Thursday morning we were packing up as more caravans were arriving, it seemed a pity to be moving on as they seemed a friendly group and I am sure it would be a good week-end. There are over a hundred members in the club but not all would be there this time. It was now time for us to depart and head for the northern beaches of Sydney where we would visit with Cathy and Robert, the couple we met in the Lamington National Park. Normally we choose to travel on the smaller roads but today we opted for the Pacific Highway as a quicker route. We joined the road at Wyong and found once we had passed Gosford we were driving on quite a spectacular road. Parts of the road were being upgraded to three lanes and normally road works can be annoying. On this road it gave us a chance to admire the views we were getting of The Brisbane National Park on our left and the Popran National Park on our right. The road had been cut out of rock and was high up overlooking the blue waters of Broken Bay.

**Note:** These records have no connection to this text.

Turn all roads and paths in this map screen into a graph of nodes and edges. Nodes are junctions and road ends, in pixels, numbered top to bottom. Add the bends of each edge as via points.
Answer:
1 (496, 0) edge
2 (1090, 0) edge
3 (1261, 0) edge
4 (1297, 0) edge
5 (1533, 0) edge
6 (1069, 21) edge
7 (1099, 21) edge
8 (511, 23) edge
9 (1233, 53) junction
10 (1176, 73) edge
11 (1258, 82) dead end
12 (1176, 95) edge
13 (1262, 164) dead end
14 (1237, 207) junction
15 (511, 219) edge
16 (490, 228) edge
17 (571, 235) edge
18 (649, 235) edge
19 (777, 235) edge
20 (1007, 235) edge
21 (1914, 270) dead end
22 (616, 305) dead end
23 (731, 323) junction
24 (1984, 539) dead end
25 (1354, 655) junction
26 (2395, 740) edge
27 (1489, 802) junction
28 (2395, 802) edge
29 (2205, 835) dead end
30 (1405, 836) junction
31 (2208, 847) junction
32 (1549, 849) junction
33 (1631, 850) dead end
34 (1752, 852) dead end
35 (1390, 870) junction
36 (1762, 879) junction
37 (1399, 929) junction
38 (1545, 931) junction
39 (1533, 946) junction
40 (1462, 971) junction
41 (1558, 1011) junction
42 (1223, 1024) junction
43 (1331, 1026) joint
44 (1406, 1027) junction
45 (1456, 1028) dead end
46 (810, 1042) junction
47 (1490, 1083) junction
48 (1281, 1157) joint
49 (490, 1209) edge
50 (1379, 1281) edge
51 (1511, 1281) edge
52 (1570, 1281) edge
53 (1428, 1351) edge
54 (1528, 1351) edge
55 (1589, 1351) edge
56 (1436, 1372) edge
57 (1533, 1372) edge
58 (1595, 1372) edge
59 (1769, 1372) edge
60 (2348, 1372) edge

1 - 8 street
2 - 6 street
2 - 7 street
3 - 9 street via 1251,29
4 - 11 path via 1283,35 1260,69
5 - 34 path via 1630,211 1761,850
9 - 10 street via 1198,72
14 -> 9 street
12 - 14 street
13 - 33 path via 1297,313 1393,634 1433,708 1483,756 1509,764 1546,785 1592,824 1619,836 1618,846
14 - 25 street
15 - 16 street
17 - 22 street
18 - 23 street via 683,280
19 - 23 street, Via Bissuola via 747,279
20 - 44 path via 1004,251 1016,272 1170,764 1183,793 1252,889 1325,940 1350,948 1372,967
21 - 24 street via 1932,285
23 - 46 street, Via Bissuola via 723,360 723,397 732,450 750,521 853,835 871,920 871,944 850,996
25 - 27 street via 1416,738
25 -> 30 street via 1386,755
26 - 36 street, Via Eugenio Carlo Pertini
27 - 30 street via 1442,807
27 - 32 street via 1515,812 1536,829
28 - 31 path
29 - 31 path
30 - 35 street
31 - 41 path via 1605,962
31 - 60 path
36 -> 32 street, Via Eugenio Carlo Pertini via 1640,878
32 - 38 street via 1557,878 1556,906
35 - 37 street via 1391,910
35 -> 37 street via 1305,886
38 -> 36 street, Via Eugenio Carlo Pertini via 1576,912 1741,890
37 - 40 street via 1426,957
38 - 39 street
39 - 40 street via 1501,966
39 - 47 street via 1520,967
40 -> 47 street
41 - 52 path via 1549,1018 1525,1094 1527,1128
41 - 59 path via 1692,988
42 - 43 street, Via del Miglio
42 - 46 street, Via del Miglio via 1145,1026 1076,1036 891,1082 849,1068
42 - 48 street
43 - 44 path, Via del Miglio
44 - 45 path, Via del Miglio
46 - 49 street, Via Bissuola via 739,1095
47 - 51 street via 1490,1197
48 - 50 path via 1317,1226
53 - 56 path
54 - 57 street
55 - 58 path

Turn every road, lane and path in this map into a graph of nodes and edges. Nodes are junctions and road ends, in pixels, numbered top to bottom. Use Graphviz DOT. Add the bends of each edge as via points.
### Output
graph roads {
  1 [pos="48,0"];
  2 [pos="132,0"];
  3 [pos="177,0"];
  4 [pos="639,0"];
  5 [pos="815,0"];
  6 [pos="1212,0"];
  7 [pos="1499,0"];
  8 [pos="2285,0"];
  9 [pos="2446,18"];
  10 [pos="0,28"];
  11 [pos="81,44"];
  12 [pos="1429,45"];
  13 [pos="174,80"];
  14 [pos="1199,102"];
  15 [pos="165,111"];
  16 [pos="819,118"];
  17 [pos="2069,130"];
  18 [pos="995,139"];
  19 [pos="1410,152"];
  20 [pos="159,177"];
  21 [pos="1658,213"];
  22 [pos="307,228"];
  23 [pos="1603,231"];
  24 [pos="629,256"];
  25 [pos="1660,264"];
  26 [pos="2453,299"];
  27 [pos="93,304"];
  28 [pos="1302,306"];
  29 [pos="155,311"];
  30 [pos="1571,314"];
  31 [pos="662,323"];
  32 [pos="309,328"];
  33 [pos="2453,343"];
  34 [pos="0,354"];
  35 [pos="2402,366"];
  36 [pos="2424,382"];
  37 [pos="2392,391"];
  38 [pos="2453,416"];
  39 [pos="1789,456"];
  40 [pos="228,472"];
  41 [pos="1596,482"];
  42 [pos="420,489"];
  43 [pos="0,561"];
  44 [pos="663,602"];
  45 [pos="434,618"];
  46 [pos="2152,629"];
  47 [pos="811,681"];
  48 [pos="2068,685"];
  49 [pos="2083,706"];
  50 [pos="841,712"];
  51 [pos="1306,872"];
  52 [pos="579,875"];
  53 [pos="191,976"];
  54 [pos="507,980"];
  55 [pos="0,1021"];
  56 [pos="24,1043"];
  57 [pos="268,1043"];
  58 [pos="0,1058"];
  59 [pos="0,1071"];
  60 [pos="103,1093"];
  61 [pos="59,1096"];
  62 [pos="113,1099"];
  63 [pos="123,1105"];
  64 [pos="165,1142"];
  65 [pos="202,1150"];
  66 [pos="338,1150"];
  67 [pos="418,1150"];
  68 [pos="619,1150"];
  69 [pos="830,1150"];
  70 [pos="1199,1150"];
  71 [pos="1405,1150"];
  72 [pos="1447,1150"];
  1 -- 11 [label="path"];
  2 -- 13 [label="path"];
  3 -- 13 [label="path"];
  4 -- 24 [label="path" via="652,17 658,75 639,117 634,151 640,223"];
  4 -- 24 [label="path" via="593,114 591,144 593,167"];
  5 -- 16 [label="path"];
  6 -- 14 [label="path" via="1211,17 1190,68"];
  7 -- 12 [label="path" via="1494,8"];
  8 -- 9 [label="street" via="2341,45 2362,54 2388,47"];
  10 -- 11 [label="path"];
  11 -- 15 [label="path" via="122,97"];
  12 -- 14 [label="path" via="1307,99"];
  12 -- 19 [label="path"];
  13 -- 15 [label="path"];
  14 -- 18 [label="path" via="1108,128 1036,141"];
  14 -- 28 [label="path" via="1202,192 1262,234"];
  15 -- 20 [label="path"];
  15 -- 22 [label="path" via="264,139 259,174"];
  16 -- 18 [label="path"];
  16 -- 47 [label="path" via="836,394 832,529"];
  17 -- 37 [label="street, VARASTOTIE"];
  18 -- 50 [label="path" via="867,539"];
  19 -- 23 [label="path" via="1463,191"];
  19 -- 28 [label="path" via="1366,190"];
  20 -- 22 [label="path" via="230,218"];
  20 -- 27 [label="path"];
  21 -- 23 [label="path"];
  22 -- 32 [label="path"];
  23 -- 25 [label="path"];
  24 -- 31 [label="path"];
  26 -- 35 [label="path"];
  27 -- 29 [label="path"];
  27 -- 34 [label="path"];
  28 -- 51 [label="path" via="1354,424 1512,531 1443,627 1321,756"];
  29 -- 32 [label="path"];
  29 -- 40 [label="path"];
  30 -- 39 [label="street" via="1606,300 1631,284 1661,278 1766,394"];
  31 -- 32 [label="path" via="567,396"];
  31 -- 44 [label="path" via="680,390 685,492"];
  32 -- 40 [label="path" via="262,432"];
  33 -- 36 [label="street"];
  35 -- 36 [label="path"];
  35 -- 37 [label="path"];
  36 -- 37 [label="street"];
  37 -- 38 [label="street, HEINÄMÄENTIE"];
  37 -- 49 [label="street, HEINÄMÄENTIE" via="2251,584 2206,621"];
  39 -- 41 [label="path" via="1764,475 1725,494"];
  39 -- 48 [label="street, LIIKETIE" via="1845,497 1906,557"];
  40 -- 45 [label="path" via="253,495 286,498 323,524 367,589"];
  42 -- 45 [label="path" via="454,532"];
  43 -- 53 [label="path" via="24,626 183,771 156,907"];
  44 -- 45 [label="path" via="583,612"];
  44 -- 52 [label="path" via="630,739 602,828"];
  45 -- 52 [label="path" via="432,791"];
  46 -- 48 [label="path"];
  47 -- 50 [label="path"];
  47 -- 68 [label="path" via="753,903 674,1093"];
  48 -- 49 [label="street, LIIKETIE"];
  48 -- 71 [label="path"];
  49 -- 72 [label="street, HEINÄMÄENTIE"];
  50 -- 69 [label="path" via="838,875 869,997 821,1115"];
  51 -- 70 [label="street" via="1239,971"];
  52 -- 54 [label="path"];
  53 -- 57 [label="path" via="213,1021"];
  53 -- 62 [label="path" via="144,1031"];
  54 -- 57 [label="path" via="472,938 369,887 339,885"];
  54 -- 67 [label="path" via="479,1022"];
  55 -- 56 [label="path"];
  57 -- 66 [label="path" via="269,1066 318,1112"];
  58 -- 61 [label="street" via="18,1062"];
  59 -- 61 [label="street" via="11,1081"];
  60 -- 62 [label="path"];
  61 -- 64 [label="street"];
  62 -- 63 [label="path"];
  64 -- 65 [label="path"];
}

We turned off the highway and took the small road up towards Bobbin Head in the Ku-ring-gai Chase National Park. This park is the second oldest national park in New South Wales, being created in 1894, and covers some 15, 000 hectares of sandstone and bush land, which is only 15 miles from the centre of Sydney. It is now established as one of Sydney's best known national parks and has over two million visitors a year. Being so close to the city it is a testament to the early conservationists who recognised the importance of establishing such reserves before urban expansion robbed the future generations of its beauty. The park has another claim to fame, it was used for the filming of 'Skippy the Bush Kangaroo', now how many of you will admit to remembering that programme?
Not far into the park we came to the Kalkali Visitors Centre where we stopped for information on the area. The centre is staffed by volunteers and they were very welcoming. We went for a walk on the discovery track and saw lorikeets, kangaroos, a swamp wallaby and a pair of ducks with 7 very small ducklings. They were very cute and it was hard to move on from watching them, but we eventually did. Not far away we met one of the volunteers, Karen and asked her what type of ducks they were. She did not know at the time but e-mailed us later to inform us they were Australian Wood Ducks. Karen also suggested we do the walk through the mangroves at Bobbin Head.
Our next stop was at Bobbin Head where we had lunch before setting off on the mangrove walk, we continued on a little further up the track to see some Aboriginal art work and stone axe sharpening groves in the rocks. There are lots of bush walking tracks in the park but we did not have time to do any of them. Before leaving we went down to the marina for a coffee and were adopted by two local ducks, even though we did not have anything to eat they still sat with us. We do seem to be making lots of friends on this trip.
Then it was time to find our camp site at Narabeen, one of Sydney's northern beaches On our last visit to Sydney we did not get to any of the northern beaches, and we had been recommended them by Cathy and Robert. We found our site with no problems and had just enough time to nip across the road, at the back of the site, and walk up to the lookout point to get a view of the beach before dark. We also saw a few happy, if not cold, surfers leaving the beach.